It was cold, rainy, and windy in west-central Pennsylvania on Dec. 3. Ashley Matchett knew the conditions were poor, but she still wanted to get a hunt in with her husband, Chad Janeski.
“Chad was leaving the next day to hunt in Illinois, and I wanted to spend some time hunting with him,” Matchett tells Outdoor Life. “I’d never shot a deer while sitting with him, and I thought it might be our last chance to hunt together this season.”
Later that afternoon, the couple headed to a private farm in Washington County where they had permission to hunt.
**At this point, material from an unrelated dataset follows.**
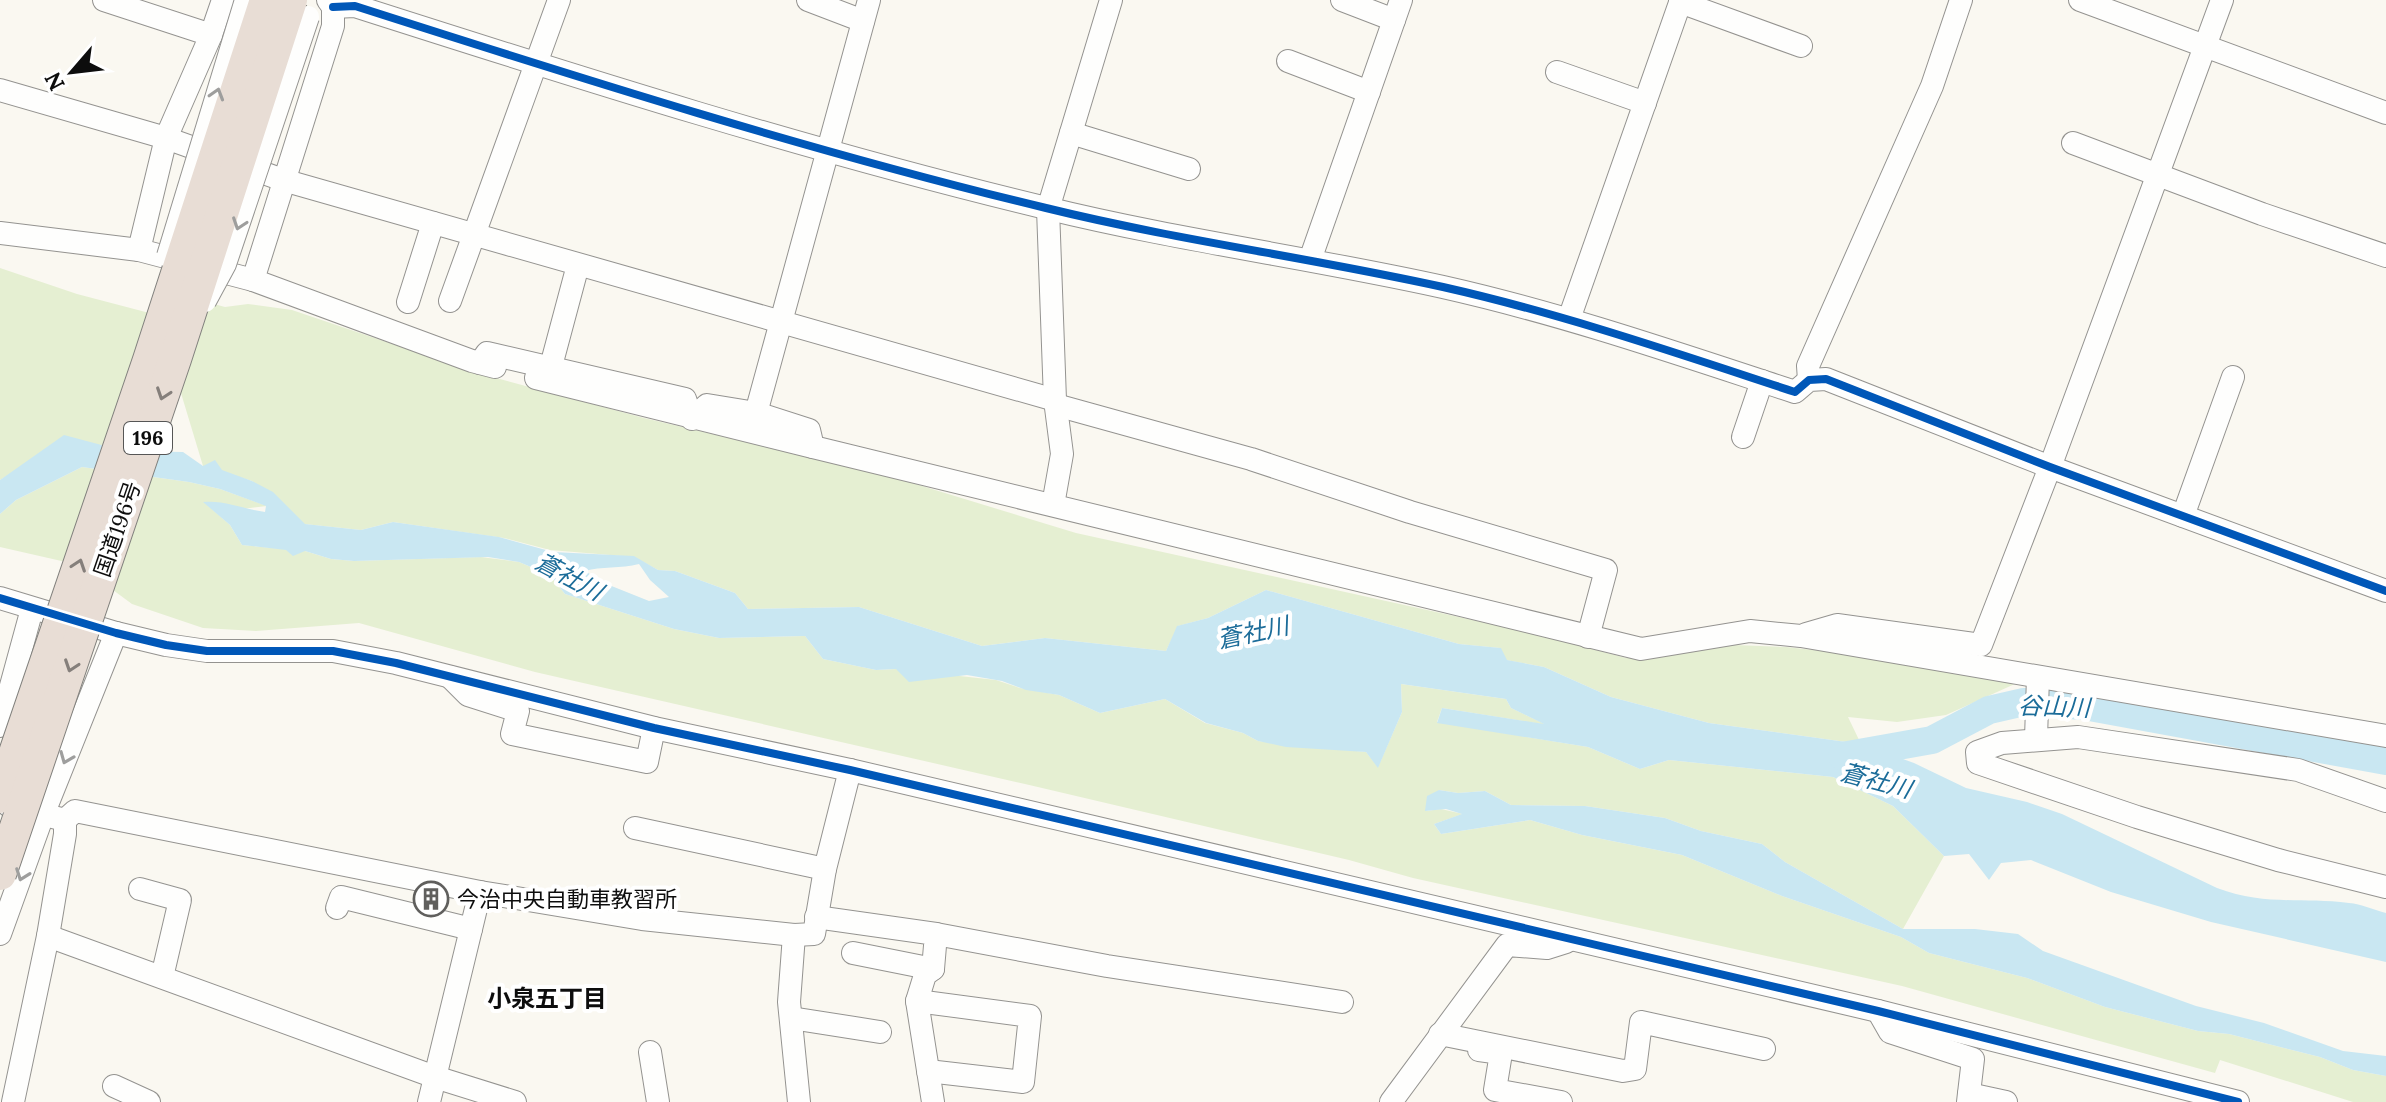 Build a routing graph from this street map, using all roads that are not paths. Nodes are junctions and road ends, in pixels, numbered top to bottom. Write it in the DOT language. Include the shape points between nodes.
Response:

They sat inside a pop-up cloth ground blind that overlooked a cut cornfield surrounded by trees.
“We got the blind for $10 at a flea market, but it worked just fine,” says Matchett, a gas company employee from Bulger, Pennsylvania. “We set it up a couple days before we hunted that evening, and even in the inclement weather we were snug and happy hunting together in that blind.”
About 5 p.m., a 4-point buck came out of the timber. Then a spike buck and a doe appeared. Soon Ashley saw another deer she thought was a buck, but it was too far away to tell. Chad looked through his binoculars and realized it was a huge deer that he’d heard about from other hunters.
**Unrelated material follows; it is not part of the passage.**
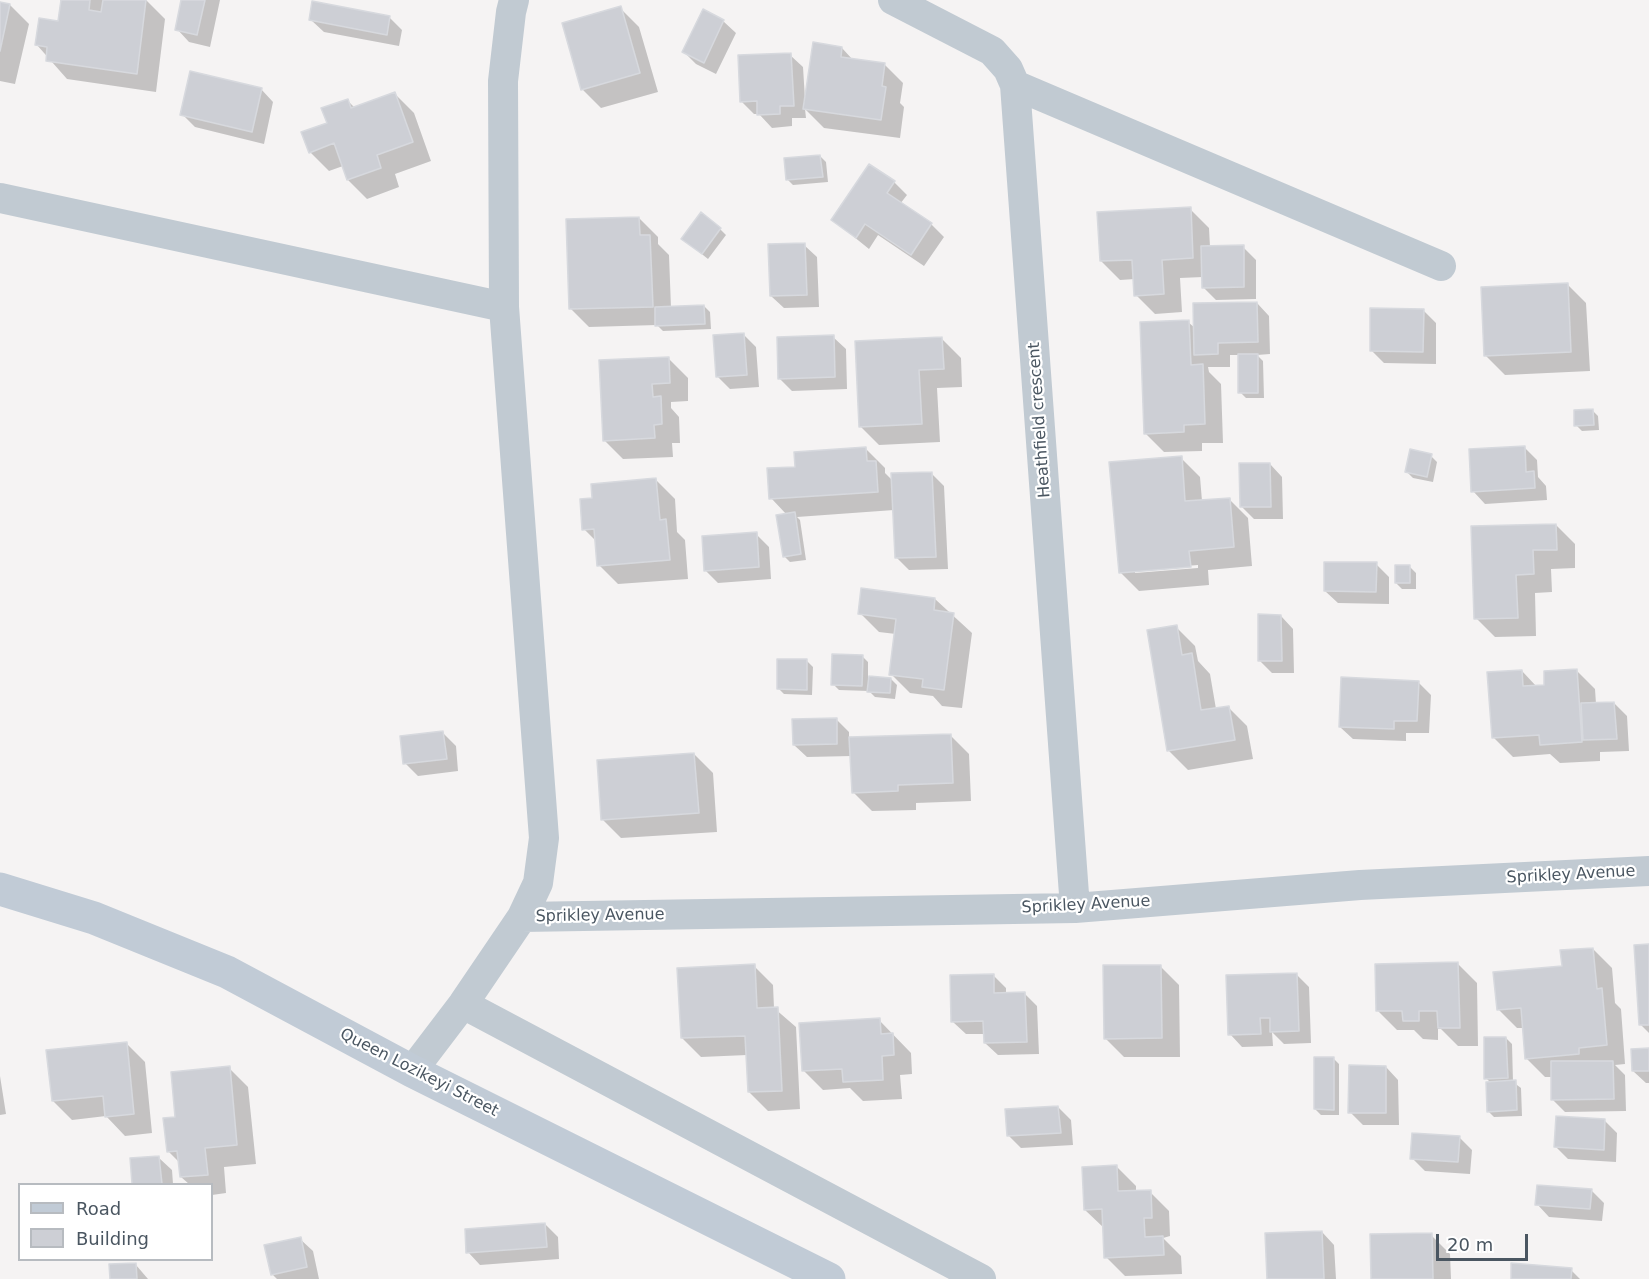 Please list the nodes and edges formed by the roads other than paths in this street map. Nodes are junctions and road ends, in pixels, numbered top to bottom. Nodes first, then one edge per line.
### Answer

“He said, ‘Oh, that’s Elk,’” says Matchett, who had never heard of the deer and had no idea that such a big buck was in the area.
Only a select few hunters knew about it, her husband explained, and they had tried their best to keep its whereabouts a secret. Janeski had never actually seen the deer in person, but he easily recognized it from some trail camera photos he’d been shown.
Matchett says that at first, she wanted her husband to shoot it. The buck was 250 yards away, and she’d never shot a deer at that distance.
But Janeski convinced her to try and take a long shot at the buck. After all, he said, it would be an amazing first deer for the two of them to harvest together. He also believed she could make the shot.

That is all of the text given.